For the analysis of IL-6 expression, we used the 2 reference genes—β-actin and Eef2—as the normalizing reference genes. Eissa et al.¹¹ indicated that among 13 reference genes for the model of DSS, Eef2 had the lowest variation in the DSS model. The authors showed that colonic inflammation resulted in higher C_t values in 11 of the 13 reference genes studied, including β-actin.¹¹ However, no DSS cleaning process was added to their RNA isolation protocol, so inhibition by traces of DSS could be, at least in part, responsible for the decline in expression observed in their results. After the RNA cleaning protocol was implemented in our study, DSS-induced inflammation did not lead to low reference gene expression.

Differences in function, permeability, tight junction proteins, and microbiota composition have been reported in different regions of the colon.^{28, 29} These variations may explain the different IL-6 expression levels in the proximal vs. middle and distal segments found in our study.
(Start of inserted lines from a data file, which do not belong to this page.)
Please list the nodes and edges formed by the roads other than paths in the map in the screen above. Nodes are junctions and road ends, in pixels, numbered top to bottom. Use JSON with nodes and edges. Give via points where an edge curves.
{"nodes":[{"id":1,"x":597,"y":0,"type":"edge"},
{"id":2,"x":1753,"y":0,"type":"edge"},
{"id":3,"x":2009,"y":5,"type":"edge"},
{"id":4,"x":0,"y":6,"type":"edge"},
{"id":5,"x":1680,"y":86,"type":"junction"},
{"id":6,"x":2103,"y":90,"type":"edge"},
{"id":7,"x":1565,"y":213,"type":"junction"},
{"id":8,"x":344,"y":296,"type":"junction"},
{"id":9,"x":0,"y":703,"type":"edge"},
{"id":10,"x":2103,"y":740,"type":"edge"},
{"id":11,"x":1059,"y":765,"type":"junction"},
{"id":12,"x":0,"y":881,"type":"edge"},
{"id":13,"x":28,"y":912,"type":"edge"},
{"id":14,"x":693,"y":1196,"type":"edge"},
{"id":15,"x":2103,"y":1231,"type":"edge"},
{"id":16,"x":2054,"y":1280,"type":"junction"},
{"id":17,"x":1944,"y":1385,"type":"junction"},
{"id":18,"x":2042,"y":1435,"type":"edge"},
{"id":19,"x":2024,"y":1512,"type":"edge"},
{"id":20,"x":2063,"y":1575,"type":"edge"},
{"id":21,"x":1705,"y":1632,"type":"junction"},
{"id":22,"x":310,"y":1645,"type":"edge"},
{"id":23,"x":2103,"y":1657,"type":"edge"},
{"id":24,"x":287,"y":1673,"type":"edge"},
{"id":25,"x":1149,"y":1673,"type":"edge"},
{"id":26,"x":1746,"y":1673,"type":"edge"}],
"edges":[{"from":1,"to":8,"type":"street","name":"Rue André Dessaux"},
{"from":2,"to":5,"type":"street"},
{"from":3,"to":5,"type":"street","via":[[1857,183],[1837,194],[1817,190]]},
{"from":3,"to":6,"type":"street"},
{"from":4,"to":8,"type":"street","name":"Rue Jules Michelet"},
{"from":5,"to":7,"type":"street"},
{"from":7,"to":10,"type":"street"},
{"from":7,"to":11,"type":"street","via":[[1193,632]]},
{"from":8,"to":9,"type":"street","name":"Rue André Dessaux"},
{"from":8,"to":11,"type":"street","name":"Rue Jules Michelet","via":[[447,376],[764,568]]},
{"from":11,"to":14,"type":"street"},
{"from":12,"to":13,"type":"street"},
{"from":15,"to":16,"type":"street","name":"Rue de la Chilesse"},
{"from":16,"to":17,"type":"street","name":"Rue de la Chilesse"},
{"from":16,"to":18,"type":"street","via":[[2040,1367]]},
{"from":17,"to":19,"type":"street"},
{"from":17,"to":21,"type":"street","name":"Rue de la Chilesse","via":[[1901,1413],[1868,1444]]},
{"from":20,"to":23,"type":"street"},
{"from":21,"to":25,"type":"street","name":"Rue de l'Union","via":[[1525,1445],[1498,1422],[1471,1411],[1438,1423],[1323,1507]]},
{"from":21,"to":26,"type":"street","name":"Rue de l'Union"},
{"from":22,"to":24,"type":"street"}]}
In addition, the density of commensal bacteria increases along the length of the gastrointestinal tract.³⁰ DSS causes disruption of the intestinal barrier and more bacteria, and their byproducts may reach the lamina propria and induce higher levels of IL-6 in more distal portions of the gut. In human studies, IL-6 levels have been related to disease progression and recurrences; furthermore, local levels have been positively correlated with endoscopic severity and histologic grade. The DSS model has similarities with Crohn’s disease, which mainly has IL-6 overexpression in the terminal ileus (not addressed in this study) and distal colon.³¹

Likewise, histologic findings during DSS-induced colitis differ depending on the colon segment. Loss of mucosal architecture and damage was shown to be greater in the middle and distal regions.⁵ Our data on IL-6 expression are in accordance with the histologic findings, as expression of this proinflammatory cytokine was lower in the proximal region. However, the exact mechanisms by which DSS induces stronger mucosal inflammation in the distal colon need further studies. Different colon segments are frequently used for cytokine expression, myeloperoxidase activity, and histologic analysis, and the possible association between these parameters and cytokine expression could differ depending on the colon segment analyzed. Thus, middle and distal colon should be used for RNA extraction, but the proximal segment will underestimate the results.

In summary, as the most widely used experimental model of colitis, the DSS model has many experimental advantages, as it is administered orally and has an effect in a short period of time. However, there are certain issues that need special attention while designing the protocol to get accurate results, beginning with the use the adequate DSS brand and concentration, the inclusion of a cleaning method for RNA to avoid DSS contamination of the colonic tissue, and the selection of adequate reference genes and qRT-PCR chemistry, as well as using the same region of the colon to analyze the different parameters. By taking all of these considerations into account we could improve comparisons of the published colitis experiments and reinforce the DSS murine model as an even better tool for advancing our knowledge on IBD, identifying new therapeutic targets and testing possible new drugs to prevent or treat IBD.